An exact reproduction is required of the lines from the beginning of the entries through the line with "position:absolute; left:10px; top:10px;", pictures excluded and nothing added.
───── RECORDS PROVIDED ─────
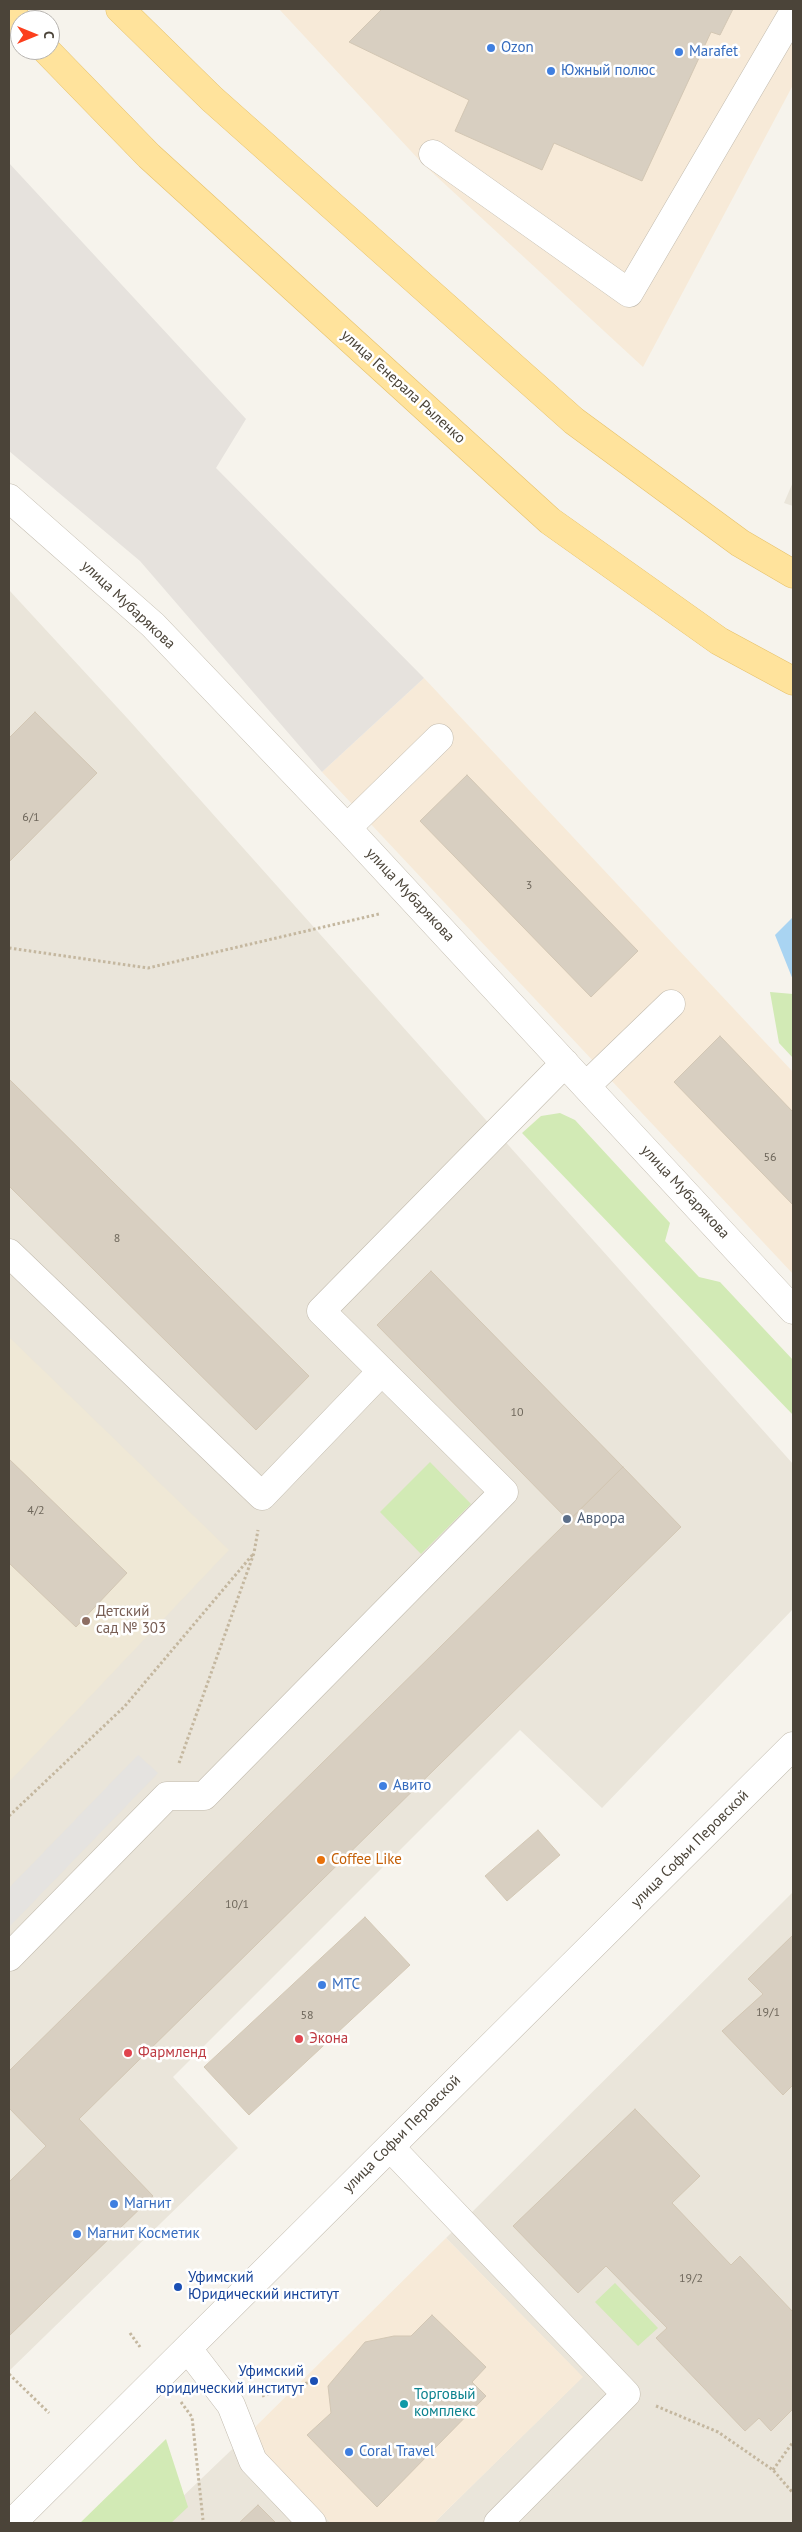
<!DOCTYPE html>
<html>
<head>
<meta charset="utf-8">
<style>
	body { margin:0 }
	#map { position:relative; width:802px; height:2532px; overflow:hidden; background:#f6f3ec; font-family:"PT Sans",sans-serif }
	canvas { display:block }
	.frame { position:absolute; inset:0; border:10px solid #4b4439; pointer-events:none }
	.north { position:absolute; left:10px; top:10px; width:50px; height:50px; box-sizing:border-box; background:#fff; border:1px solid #b7b4b0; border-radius:50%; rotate:90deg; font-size:14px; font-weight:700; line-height:20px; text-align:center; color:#4b4439 }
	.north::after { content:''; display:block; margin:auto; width:18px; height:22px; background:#fc3f1d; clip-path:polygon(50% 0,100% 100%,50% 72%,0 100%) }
</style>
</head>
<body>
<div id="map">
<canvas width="802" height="2532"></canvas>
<div class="frame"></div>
<div class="north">С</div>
</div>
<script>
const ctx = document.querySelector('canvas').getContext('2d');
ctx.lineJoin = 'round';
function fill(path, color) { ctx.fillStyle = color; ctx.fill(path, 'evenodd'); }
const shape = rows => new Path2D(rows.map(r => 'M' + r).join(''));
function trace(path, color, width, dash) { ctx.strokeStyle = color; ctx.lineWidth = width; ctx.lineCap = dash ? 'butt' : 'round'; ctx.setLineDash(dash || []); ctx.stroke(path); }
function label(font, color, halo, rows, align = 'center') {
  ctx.font = font + ' "PT Sans",sans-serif'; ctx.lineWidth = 5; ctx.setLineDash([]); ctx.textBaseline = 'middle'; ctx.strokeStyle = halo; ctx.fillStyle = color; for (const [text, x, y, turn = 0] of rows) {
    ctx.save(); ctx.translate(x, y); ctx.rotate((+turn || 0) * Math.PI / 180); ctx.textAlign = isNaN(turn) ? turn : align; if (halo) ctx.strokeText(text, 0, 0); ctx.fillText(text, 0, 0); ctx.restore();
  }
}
fill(shape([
	[793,482,793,506,784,503],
	[9,590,128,719,793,1464,793,1609,602,1808,520,1730,173,2077,238,2148,9,2371],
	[793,1892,793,2523,434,2523,582,2377,446,2238],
	[246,2436,331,2523,155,2523]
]), '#eae5da');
fill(shape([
	[279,9,793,9,793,85,643,367,422,163],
	[424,678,793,1072,793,1274,322,772],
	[446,2238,583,2377,434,2523,331,2523,246,2436]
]), '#f7ead8');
fill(shape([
	[9,163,246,419,216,468,424,678,322,772,140,561,9,451]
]), '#e6e2dd');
fill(shape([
	[9,1337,229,1550,9,1782]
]), '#efe8d6');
fill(shape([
	[770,992,793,994,793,1058,779,1043],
	[560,1113,575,1120,670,1223,665,1241,699,1277,720,1282,793,1360,793,1415,522,1133,541,1116],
	[430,1462,471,1504,421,1554,380,1512],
	[615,2283,658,2328,638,2346,595,2302],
	[166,2439,188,2507,171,2523,80,2523]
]), '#d2eab5');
fill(shape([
	[138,1755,158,1773,9,1927,9,1888]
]), '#e5e3e0');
fill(shape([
	[793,917,793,980,775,935]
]), '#a9d4f2');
const building = shape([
	[382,9,733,9,720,35,711,32,642,181,554,143,542,170,455,131,469,100,349,42,382,9],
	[35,712,97,773,9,862,9,738,35,712],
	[467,775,638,951,591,997,420,821,467,775],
	[720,1036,793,1112,793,1205,674,1082,720,1036],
	[9,1079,309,1376,256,1430,9,1186,9,1079],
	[431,1271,623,1467,569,1521,377,1325,431,1271],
	[9,1459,127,1573,76,1627,9,1563,9,1459],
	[623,1467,681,1527,79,2119,153,2196,9,2336,9,2182,46,2146,9,2108,9,2071,623,1467],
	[538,1830,560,1855,507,1901,485,1876,538,1830],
	[365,1917,410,1965,249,2115,204,2067,365,1917],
	[793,1935,793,2085,783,2095,722,2031,763,1994,748,1979,793,1935],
	[635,2109,700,2176,672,2203,731,2265,740,2256,793,2312,793,2409,771,2431,759,2418,745,2431,656,2338,667,2328,606,2266,578,2293,513,2226,635,2109],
	[432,2315,486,2367,472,2382,486,2396,377,2507,307,2435,331,2413,328,2386,365,2342,394,2336,411,2336,432,2315],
	[258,2505,276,2523,239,2523,258,2505]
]);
fill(building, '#d8cfc1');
trace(building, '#d3c7b4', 1);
const minor = shape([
	[433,154,629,293,793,13],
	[9,498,153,625,347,828,793,1310],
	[347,828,439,738],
	[586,1086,671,1004],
	[9,1253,262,1496,382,1371],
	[9,1957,167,1796,204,1796,504,1492,321,1311,565,1063],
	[390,2147,626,2394,498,2523],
	[188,2349,231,2405,253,2461,312,2523],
	[12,2523,793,1746]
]);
const major = shape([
	[120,9,212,99,574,421,740,543,793,574],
	[9,12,20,23],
	[46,50,149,156,550,521,719,641,793,681]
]);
trace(minor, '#c2bbae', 29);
trace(major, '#e6c16a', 29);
trace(shape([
	[9,948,148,968,379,914],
	[179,1763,254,1553,258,1530],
	[9,1816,125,1706,254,1553],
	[130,2333,140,2347],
	[9,2374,49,2413],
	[262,2396,314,2381],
	[181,2402,192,2417,203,2520],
	[656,2406,718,2432,773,2470,793,2493],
	[773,2470,793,2442]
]), '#c4b79f', 3, [2.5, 2.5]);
trace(minor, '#fff', 28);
trace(major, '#ffe39c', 28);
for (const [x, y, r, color] of [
	[491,48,5,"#3f7fe0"],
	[679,52,5,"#3f7fe0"],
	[551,71,5,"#3f7fe0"],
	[567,1519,5,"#5c6f8a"],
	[86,1621,5,"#8d6e63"],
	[383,1786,5,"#3f7fe0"],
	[321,1860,5,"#e8710a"],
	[322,1985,5,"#3f7fe0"],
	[299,2039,5,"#e0444e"],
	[128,2053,5,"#e0444e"],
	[114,2204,5,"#3f7fe0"],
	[77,2234,5,"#3f7fe0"],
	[178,2287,5,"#1a4fb4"],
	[314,2381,5,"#1a4fb4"],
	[404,2404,5,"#0f9aa8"],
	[349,2452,5,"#3f7fe0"]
]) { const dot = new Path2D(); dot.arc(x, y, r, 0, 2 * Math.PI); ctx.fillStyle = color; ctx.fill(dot); trace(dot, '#fff', 2); }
label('12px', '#6e675b', null, [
	["6/1",31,818],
	["3",529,886],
	["56",770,1158],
	["8",117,1239],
	["10",517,1413],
	["4/2",36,1511],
	["10/1",237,1905],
	["19/1",768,2013],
	["58",307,2016],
	["19/2",691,2279]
]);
label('15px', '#366cbe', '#fff', [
	["Ozon",501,48],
	["Marafet",689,52],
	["Южный полюс",561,71],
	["Авито",393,1786],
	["МТС",332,1985],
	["Магнит",124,2204],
	["Магнит Косметик",87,2234],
	["Coral Travel",359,2452]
], 'left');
label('15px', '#4b4439', '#fff', [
	["улица Генерала Рыленко",403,387,42],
	["улица Мубарякова",128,605,43],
	["улица Мубарякова",410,895,47],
	["улица Мубарякова",685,1192,47],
	["улица Софьи Перовской",690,1849,-45],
	["улица Софьи Перовской",402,2134,-45]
]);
label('15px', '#4e5e75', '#fff', [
	["Аврора",577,1519]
], 'left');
label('15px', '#785e54', '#fff', [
	["Детский",96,1612],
	["сад № 303",96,1629]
], 'left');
label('15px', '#c56008', '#fff', [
	["Coffee Like",331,1860]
], 'left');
label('15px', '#be3a42', '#fff', [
	["Экона",309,2039],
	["Фармленд",138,2053]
], 'left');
label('15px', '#164399', '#fff', [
	["Уфимский",188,2278],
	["Юридический институт",188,2295],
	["Уфимский",304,2372,"right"],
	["юридический институт",304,2389,"right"]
], 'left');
label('15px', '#0d838f', '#fff', [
	["Торговый",414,2395],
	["комплекс",414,2412]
], 'left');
</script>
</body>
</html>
─────
ANSWER TO THIS TASK:
<!DOCTYPE html>
<html>
<head>
<meta charset="utf-8">
<style>
	body { margin:0 }
	#map { position:relative; width:802px; height:2532px; overflow:hidden; background:#f6f3ec; font-family:"PT Sans",sans-serif }
	canvas { display:block }
	.frame { position:absolute; inset:0; border:10px solid #4b4439; pointer-events:none }
	.north { position:absolute; left:10px; top:10px; width:50px; height:50px; box-sizing:border-box; background:#fff; border:1px solid #b7b4b0; border-radius:50%; rotate:90deg; font-size:14px; font-weight:700; line-height:20px; text-align:center; color:#4b4439 }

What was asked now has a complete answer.